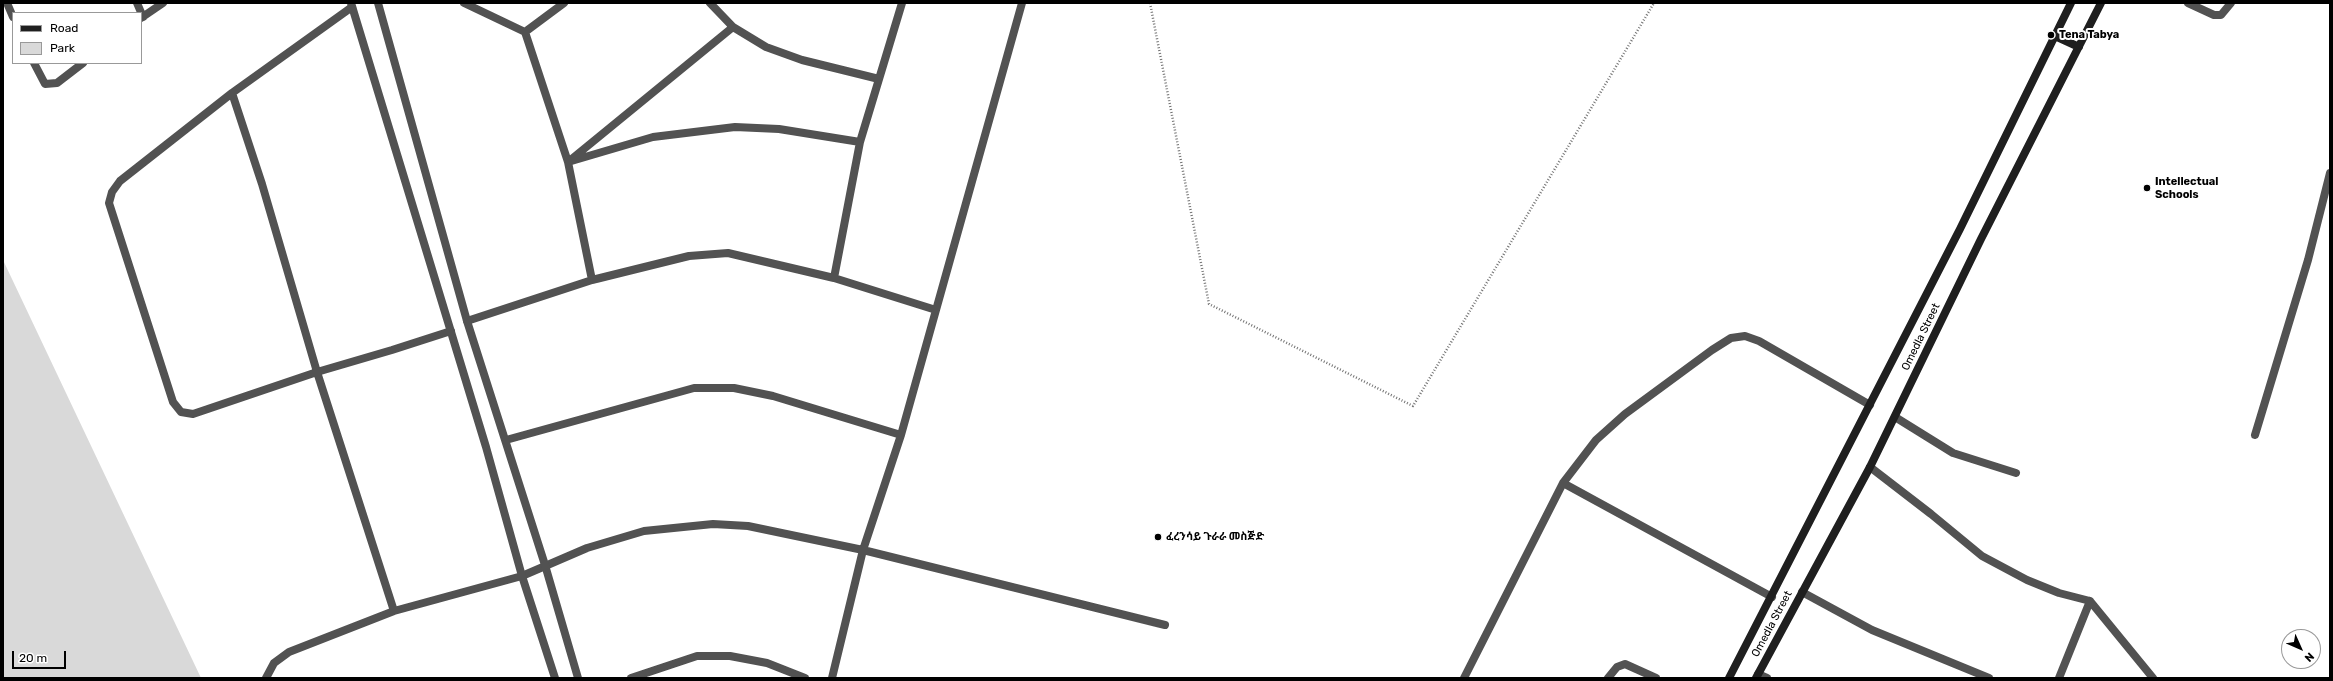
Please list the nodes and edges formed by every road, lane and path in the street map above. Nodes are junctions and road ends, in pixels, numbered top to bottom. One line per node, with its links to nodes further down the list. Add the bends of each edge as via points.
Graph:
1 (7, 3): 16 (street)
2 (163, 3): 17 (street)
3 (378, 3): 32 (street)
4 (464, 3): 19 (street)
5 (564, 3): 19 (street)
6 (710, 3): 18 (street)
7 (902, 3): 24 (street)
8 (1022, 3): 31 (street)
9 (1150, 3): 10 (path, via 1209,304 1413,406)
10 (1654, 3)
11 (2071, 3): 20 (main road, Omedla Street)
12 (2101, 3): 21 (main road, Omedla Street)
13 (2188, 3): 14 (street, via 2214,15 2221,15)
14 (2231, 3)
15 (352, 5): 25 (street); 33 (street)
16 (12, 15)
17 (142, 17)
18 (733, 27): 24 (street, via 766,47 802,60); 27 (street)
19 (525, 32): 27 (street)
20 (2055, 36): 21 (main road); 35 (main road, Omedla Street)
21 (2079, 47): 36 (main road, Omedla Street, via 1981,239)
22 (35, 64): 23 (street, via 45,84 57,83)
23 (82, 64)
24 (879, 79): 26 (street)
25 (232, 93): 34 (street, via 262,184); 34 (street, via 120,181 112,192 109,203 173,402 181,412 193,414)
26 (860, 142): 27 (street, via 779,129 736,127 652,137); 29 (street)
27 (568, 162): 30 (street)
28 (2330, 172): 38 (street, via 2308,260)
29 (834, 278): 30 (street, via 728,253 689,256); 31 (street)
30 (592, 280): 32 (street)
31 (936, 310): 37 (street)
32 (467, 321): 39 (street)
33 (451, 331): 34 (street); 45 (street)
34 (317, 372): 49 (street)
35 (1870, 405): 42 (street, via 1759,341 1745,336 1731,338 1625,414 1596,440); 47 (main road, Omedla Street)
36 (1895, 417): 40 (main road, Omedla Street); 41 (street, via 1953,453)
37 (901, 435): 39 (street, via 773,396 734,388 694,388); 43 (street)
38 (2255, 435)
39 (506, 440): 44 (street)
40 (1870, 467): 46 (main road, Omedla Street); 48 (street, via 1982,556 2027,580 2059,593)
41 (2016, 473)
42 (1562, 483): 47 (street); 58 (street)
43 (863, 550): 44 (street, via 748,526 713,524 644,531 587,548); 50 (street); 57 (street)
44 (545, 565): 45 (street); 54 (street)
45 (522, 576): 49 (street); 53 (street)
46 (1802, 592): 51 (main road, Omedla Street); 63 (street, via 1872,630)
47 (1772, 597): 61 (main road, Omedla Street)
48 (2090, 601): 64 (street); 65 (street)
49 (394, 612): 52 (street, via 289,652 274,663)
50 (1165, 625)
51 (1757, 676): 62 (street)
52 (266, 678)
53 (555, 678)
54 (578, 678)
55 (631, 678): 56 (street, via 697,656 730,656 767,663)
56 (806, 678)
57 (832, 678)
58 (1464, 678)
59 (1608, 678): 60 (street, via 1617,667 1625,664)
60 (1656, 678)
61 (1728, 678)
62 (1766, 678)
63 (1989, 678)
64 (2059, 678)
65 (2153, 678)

——

:: Aim of the exercise ::
Search the entries above for "path". Show every line that has it.

:: Answer to this exercise ::
Please list the nodes and edges formed by every road, lane and path in the street map above. Nodes are junctions and road ends, in pixels, numbered top to bottom. One line per node, with its links to nodes further down the list. Add the bends of each edge as via points.
9 (1150, 3): 10 (path, via 1209,304 1413,406)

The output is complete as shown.